• _ASSIGNMENT_
Look through the data that follows and copy each line with the string "name".

━━━━━━━━━━━━━━━━━━━━

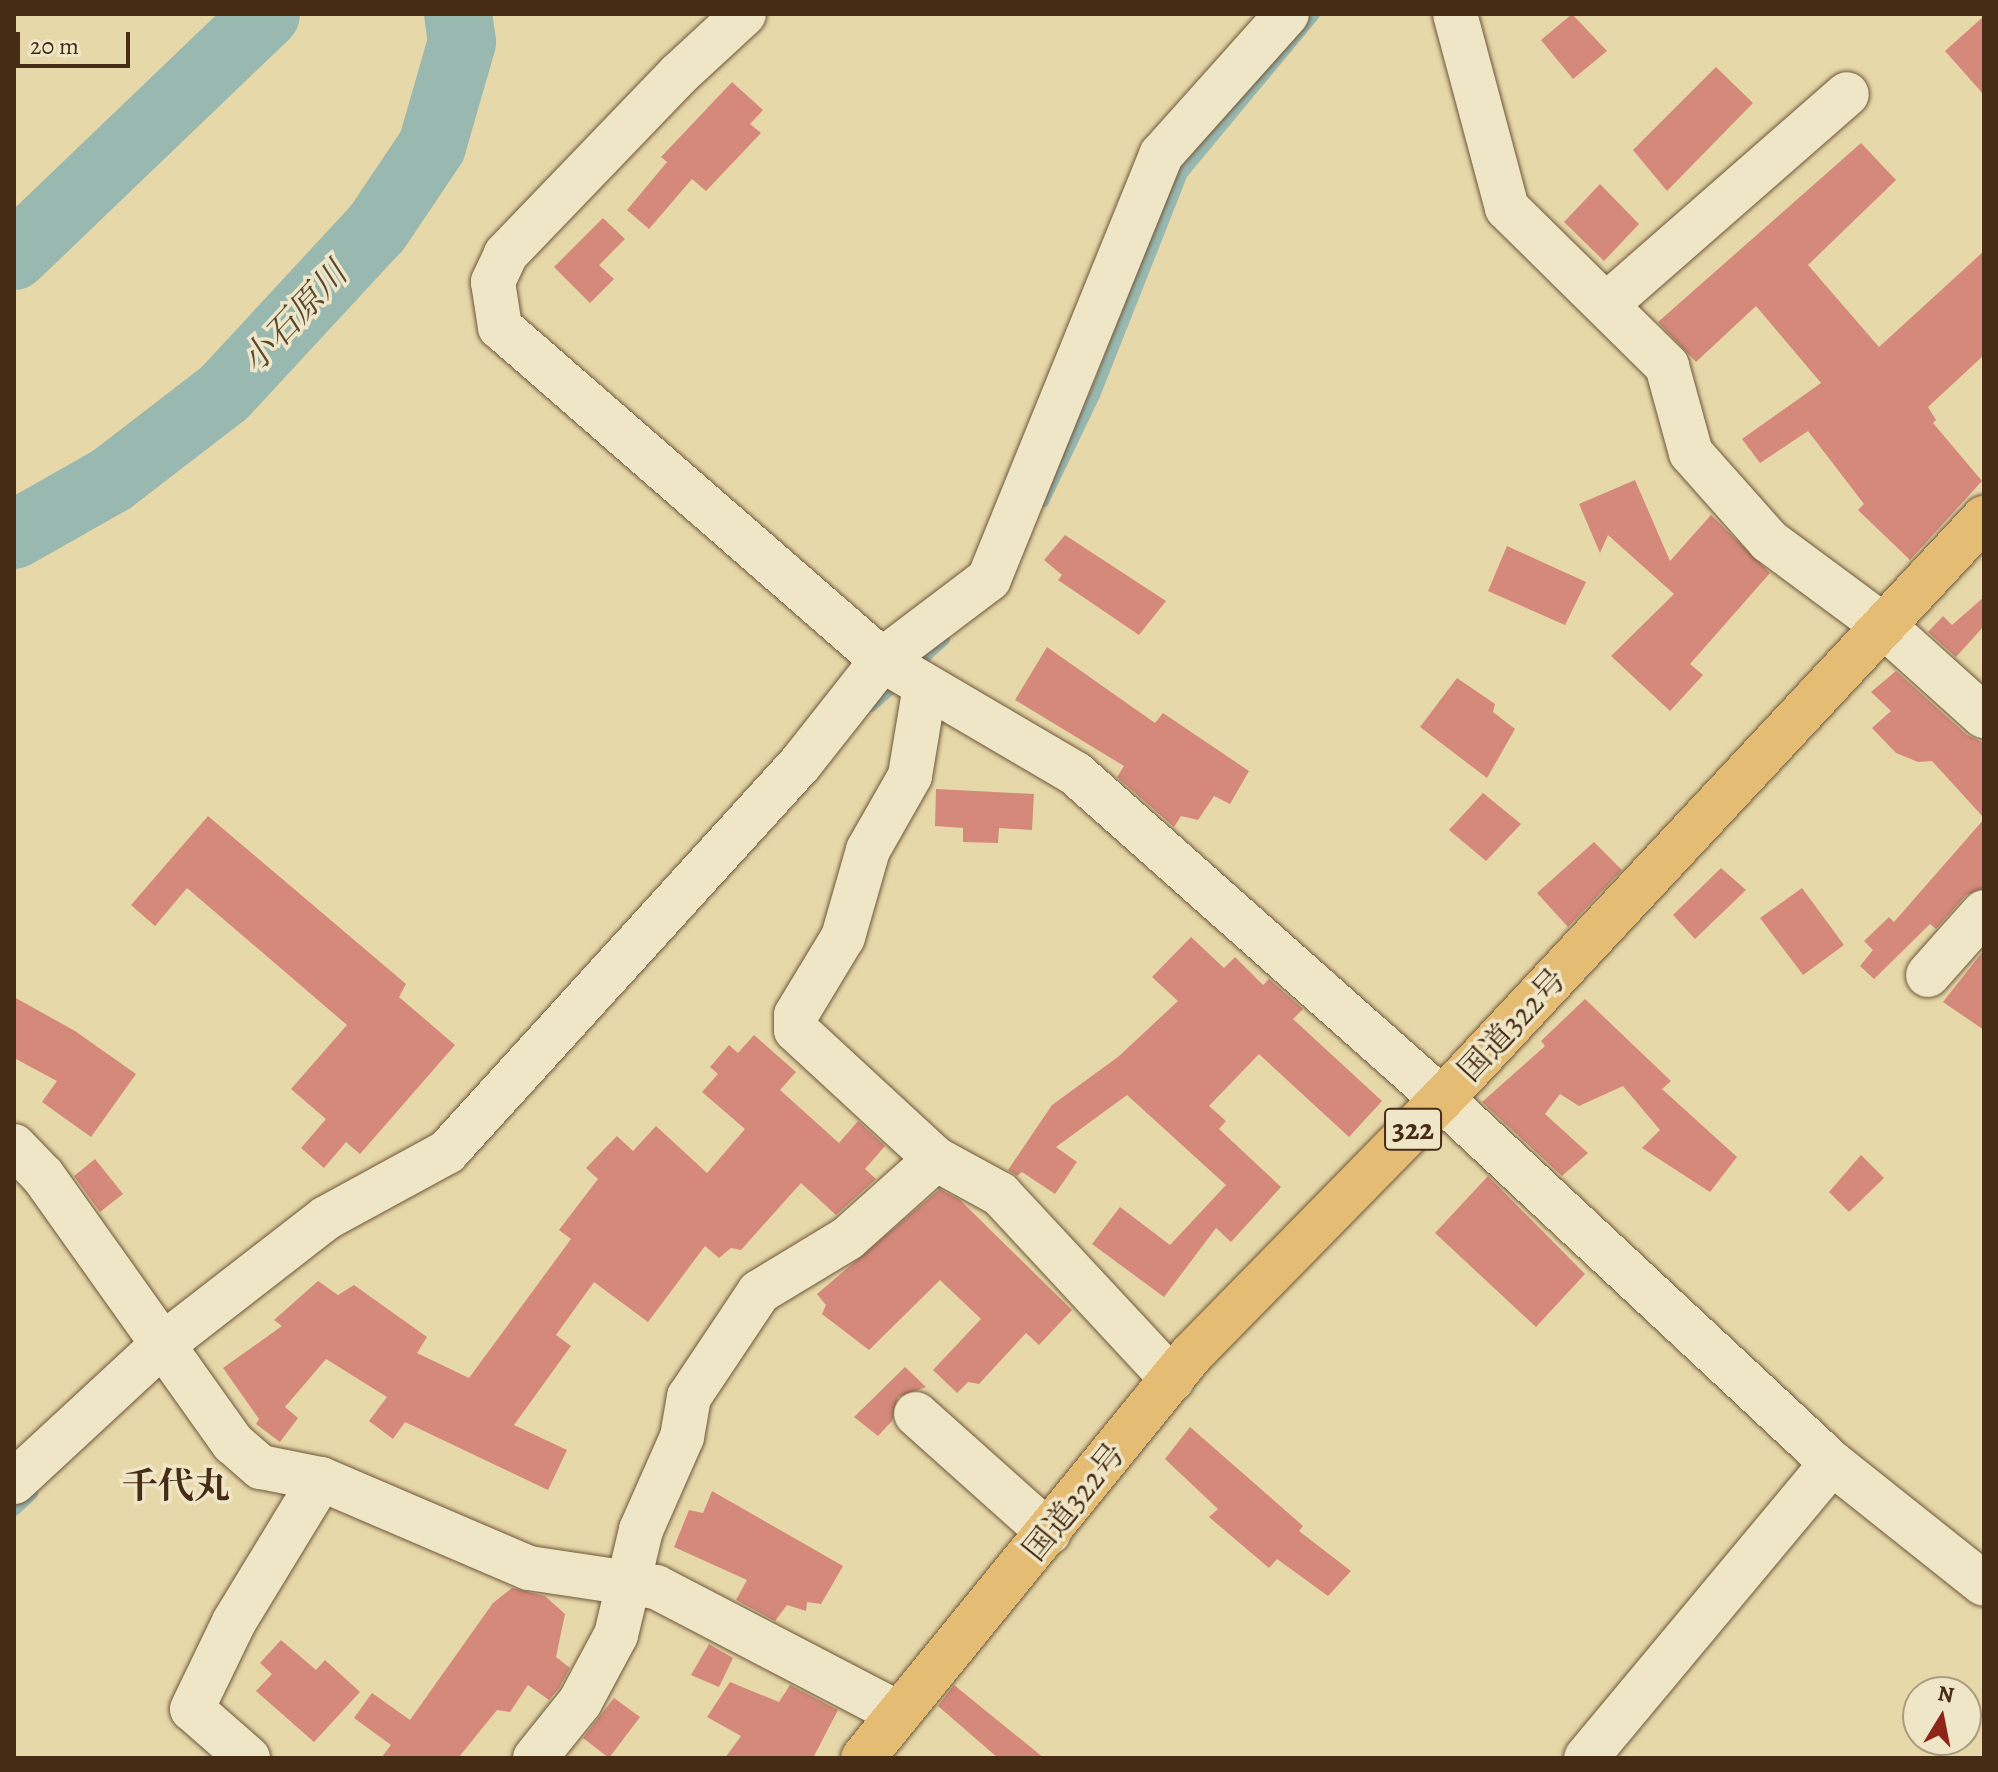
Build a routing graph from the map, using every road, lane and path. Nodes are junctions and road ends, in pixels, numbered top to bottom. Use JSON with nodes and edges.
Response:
{"nodes":[{"id":1,"x":744,"y":14,"type":"edge"},
{"id":2,"x":1287,"y":14,"type":"edge"},
{"id":3,"x":1455,"y":14,"type":"edge"},
{"id":4,"x":1847,"y":94,"type":"dead end"},
{"id":5,"x":1606,"y":305,"type":"junction"},
{"id":6,"x":1984,"y":518,"type":"edge"},
{"id":7,"x":1884,"y":626,"type":"junction"},
{"id":8,"x":904,"y":673,"type":"junction"},
{"id":9,"x":1984,"y":716,"type":"edge"},
{"id":10,"x":1984,"y":912,"type":"edge"},
{"id":11,"x":1928,"y":975,"type":"dead end"},
{"id":12,"x":1442,"y":1099,"type":"junction"},
{"id":13,"x":14,"y":1146,"type":"edge"},
{"id":14,"x":936,"y":1159,"type":"junction"},
{"id":15,"x":168,"y":1356,"type":"junction"},
{"id":16,"x":1172,"y":1379,"type":"junction"},
{"id":17,"x":916,"y":1414,"type":"dead end"},
{"id":18,"x":1832,"y":1463,"type":"junction"},
{"id":19,"x":321,"y":1479,"type":"junction"},
{"id":20,"x":14,"y":1482,"type":"edge"},
{"id":21,"x":1049,"y":1533,"type":"junction"},
{"id":22,"x":1984,"y":1584,"type":"edge"},
{"id":23,"x":624,"y":1586,"type":"junction"},
{"id":24,"x":898,"y":1713,"type":"junction"},
{"id":25,"x":248,"y":1758,"type":"edge"},
{"id":26,"x":535,"y":1758,"type":"edge"},
{"id":27,"x":863,"y":1758,"type":"edge"},
{"id":28,"x":1586,"y":1758,"type":"edge"}],
"edges":[{"from":1,"to":8,"type":"street"},
{"from":2,"to":8,"type":"street"},
{"from":3,"to":5,"type":"street"},
{"from":4,"to":5,"type":"street"},
{"from":5,"to":7,"type":"street"},
{"from":6,"to":7,"type":"highway","name":"国道322号","number":"322"},
{"from":7,"to":9,"type":"street"},
{"from":7,"to":12,"type":"highway","name":"国道322号","number":"322"},
{"from":8,"to":12,"type":"street"},
{"from":8,"to":14,"type":"street"},
{"from":8,"to":15,"type":"street"},
{"from":10,"to":11,"type":"street"},
{"from":12,"to":16,"type":"highway","name":"国道322号","number":"322"},
{"from":12,"to":18,"type":"street"},
{"from":13,"to":15,"type":"street"},
{"from":14,"to":16,"type":"street"},
{"from":14,"to":23,"type":"street"},
{"from":15,"to":19,"type":"street"},
{"from":15,"to":20,"type":"street"},
{"from":16,"to":21,"type":"highway","name":"国道322号","number":"322"},
{"from":17,"to":21,"type":"street"},
{"from":18,"to":22,"type":"street"},
{"from":18,"to":28,"type":"street"},
{"from":19,"to":23,"type":"street"},
{"from":19,"to":25,"type":"street"},
{"from":21,"to":24,"type":"highway","name":"国道322号","number":"322"},
{"from":23,"to":24,"type":"street"},
{"from":23,"to":26,"type":"street"},
{"from":24,"to":27,"type":"highway","name":"国道322号","number":"322"}]}
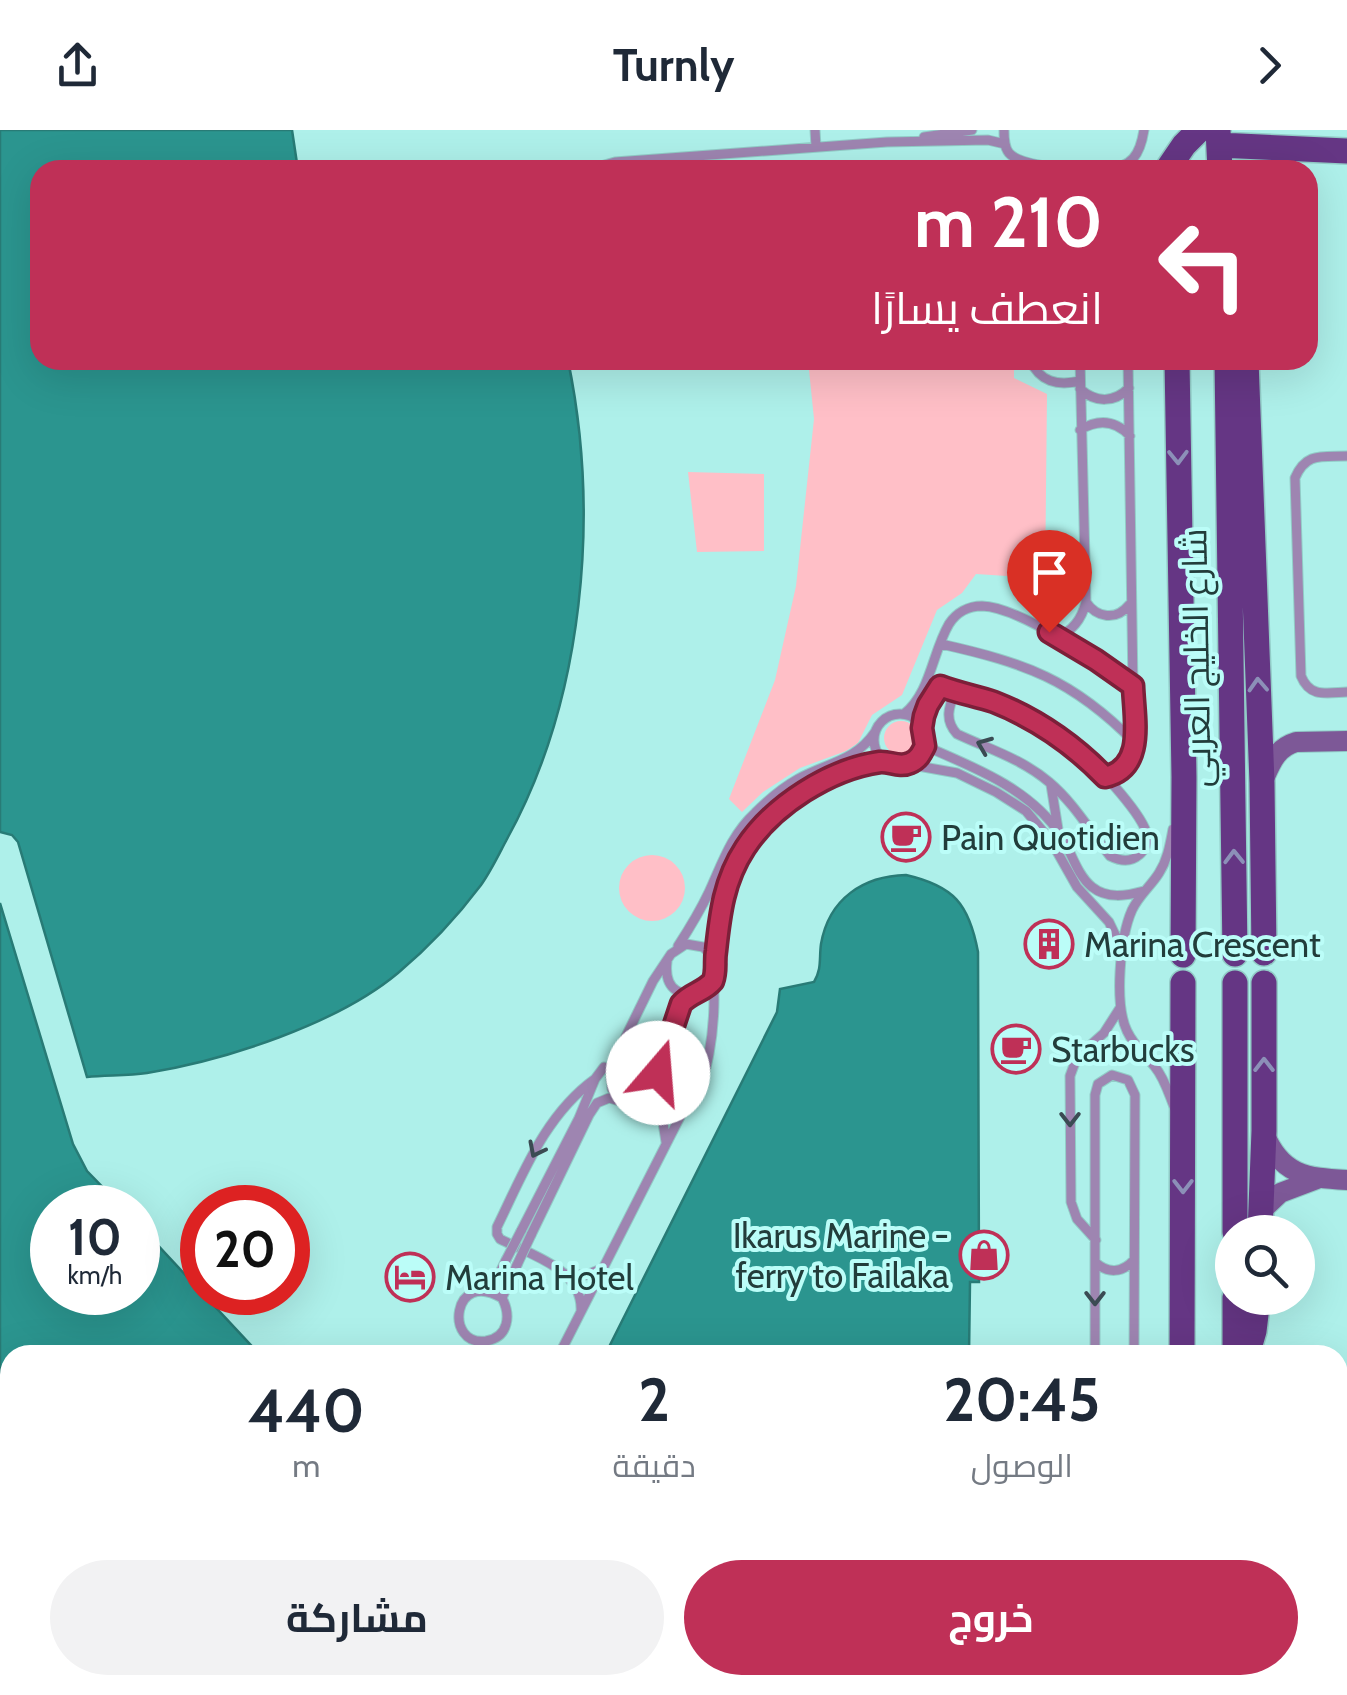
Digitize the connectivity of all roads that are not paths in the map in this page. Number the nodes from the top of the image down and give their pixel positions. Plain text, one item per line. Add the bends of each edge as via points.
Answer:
1 (814, 130) edge
2 (972, 130) edge
3 (1144, 130) edge
4 (1169, 130) edge
5 (927, 133) edge
6 (1002, 134) edge
7 (1212, 141) edge
8 (887, 142) junction
9 (816, 147) junction
10 (1347, 151) edge
11 (642, 160) edge
12 (1019, 160) edge
13 (1129, 160) edge
14 (1164, 160) edge
15 (1170, 160) edge
16 (1347, 163) edge
17 (1318, 167) edge
18 (1036, 370) edge
19 (1080, 370) edge
20 (1128, 370) edge
21 (1176, 370) edge
22 (1232, 370) edge
23 (1233, 370) edge
24 (1080, 385) junction
25 (1128, 388) junction
26 (1080, 430) junction
27 (1130, 436) junction
28 (1347, 456) edge
29 (1228, 458) junction
30 (1252, 573) junction
31 (1086, 602) junction
32 (1130, 604) junction
33 (1057, 637) junction
34 (941, 644) junction
35 (928, 678) junction
36 (940, 686) junction
37 (1133, 686) junction
38 (955, 691) junction
39 (1347, 692) edge
40 (904, 714) junction
41 (922, 728) junction
42 (875, 732) junction
43 (1347, 741) edge
44 (1134, 742) junction
45 (925, 746) junction
46 (885, 761) junction
47 (907, 764) junction
48 (1105, 777) junction
49 (1184, 777) junction
50 (1050, 783) junction
51 (1262, 783) junction
52 (1059, 832) junction
53 (1144, 891) junction
54 (1121, 947) junction
55 (678, 948) junction
56 (1235, 954) dead end
57 (1264, 954) dead end
58 (1183, 955) dead end
59 (714, 960) junction
60 (667, 962) junction
61 (713, 981) junction
62 (1183, 983) dead end
63 (1235, 983) dead end
64 (1264, 983) dead end
65 (693, 994) junction
66 (1122, 1006) junction
67 (610, 1068) junction
68 (595, 1079) junction
69 (626, 1102) junction
70 (684, 1109) junction
71 (651, 1112) junction
72 (1184, 1128) junction
73 (1264, 1132) junction
74 (666, 1145) junction
75 (1316, 1178) junction
76 (1347, 1180) edge
77 (1235, 1215) edge
78 (1260, 1215) edge
79 (1265, 1215) edge
80 (526, 1233) junction
81 (1096, 1240) junction
82 (1134, 1260) junction
83 (512, 1262) junction
84 (1095, 1262) junction
85 (601, 1269) junction
86 (565, 1273) junction
87 (490, 1292) junction
88 (502, 1298) junction
89 (581, 1311) junction
90 (1235, 1315) edge
91 (1256, 1315) edge
92 (564, 1345) edge
93 (1095, 1345) edge
94 (1134, 1345) edge
95 (1182, 1345) edge
96 (1235, 1345) edge
97 (1250, 1345) edge

1 - 9 lane
2 - 5 lane
3 - 13 lane
4 - 14 main road
5 - 8 lane
6 - 8 lane via 988,140
6 - 12 lane
7 - 10 main road
7 - 15 main road via 1184,145
8 - 9 lane
9 - 11 lane
16 - 17 main road
18 - 24 lane via 1050,382
19 - 24 lane
20 - 25 lane
21 -> 49 main road, شارع الخليج العربي
22 - 29 main road, شارع الخليج العربي
23 - 30 main road
24 - 25 lane via 1093,398 1108,400
24 - 26 lane
25 - 27 lane
26 - 27 lane via 1110,423
26 - 31 lane
27 - 32 lane
28 - 39 lane via 1306,460 1295,478 1301,676 1312,691
29 - 30 main road
56 -> 29 main road, شارع الخليج العربي
51 -> 30 main road
31 - 32 lane via 1108,616
31 - 33 lane via 1076,624
32 - 37 lane
33 - 34 lane via 980,606 955,617
33 - 37 lane
34 - 35 lane
34 - 44 lane via 1044,674
35 - 36 lane
35 - 40 lane
36 - 38 lane
36 - 41 lane
37 - 44 lane
38 - 48 lane via 1034,721
50 -> 38 lane via 957,734 948,714
40 - 41 lane
40 - 42 lane via 884,720
41 - 45 lane
42 - 46 lane
42 - 55 lane via 852,756 795,780 752,816 726,852
43 - 51 street via 1288,744
44 - 48 lane via 1130,762
45 - 47 lane
45 - 52 lane via 1021,794
46 - 47 lane
46 - 59 lane via 803,792 753,836 724,891
47 - 54 lane via 957,773 1026,811 1077,888 1110,922
48 - 50 lane via 1146,834 1141,854 1130,860 1110,856
49 - 53 lane via 1167,858
49 - 58 main road, شارع الخليج العربي
50 - 52 lane
51 - 57 main road
52 - 53 lane via 1096,890 1124,896
53 - 54 lane
54 - 66 lane
55 - 59 lane via 703,947
55 - 60 lane
59 - 61 lane
60 - 65 lane via 672,985
60 - 67 lane
61 - 65 lane
61 - 70 lane via 710,1056
62 - 72 main road
63 - 77 main road
73 -> 64 main road
65 - 69 lane via 681,1004 658,1073 642,1096
66 - 72 lane via 1125,1026 1162,1077
66 -> 81 lane via 1077,1057 1070,1076 1070,1202
67 - 68 lane
67 - 69 lane via 612,1089
68 - 80 lane
68 -> 86 lane via 573,1094 543,1134 497,1227 500,1239
69 - 71 lane
69 - 80 lane via 609,1098 597,1104
70 - 71 lane
70 - 74 lane
71 - 74 lane via 663,1123
72 -> 95 main road
73 - 75 street via 1283,1164
73 - 78 main road
74 - 85 lane
75 - 76 street
75 - 79 street via 1280,1193
80 - 83 lane, bridge
81 - 82 lane via 1095,1094 1102,1080 1118,1076 1135,1095
81 - 84 lane
82 - 84 lane via 1118,1270
82 - 94 lane
83 - 87 lane
83 - 88 lane
84 -> 93 lane
85 - 86 lane
85 - 89 lane
86 - 89 lane via 576,1283
87 - 88 lane
87 - 88 lane via 466,1297 459,1308 458,1322 476,1340 489,1341 508,1324
89 - 92 lane
90 - 96 main road
91 - 97 main road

━━━━━━━━━━━━━━━━━━━━

• _EXERCISE SOLUTION_
{"from":6,"to":7,"type":"highway","name":"国道322号","number":"322"},
{"from":7,"to":12,"type":"highway","name":"国道322号","number":"322"},
{"from":12,"to":16,"type":"highway","name":"国道322号","number":"322"},
{"from":16,"to":21,"type":"highway","name":"国道322号","number":"322"},
{"from":21,"to":24,"type":"highway","name":"国道322号","number":"322"},
{"from":24,"to":27,"type":"highway","name":"国道322号","number":"322"}]}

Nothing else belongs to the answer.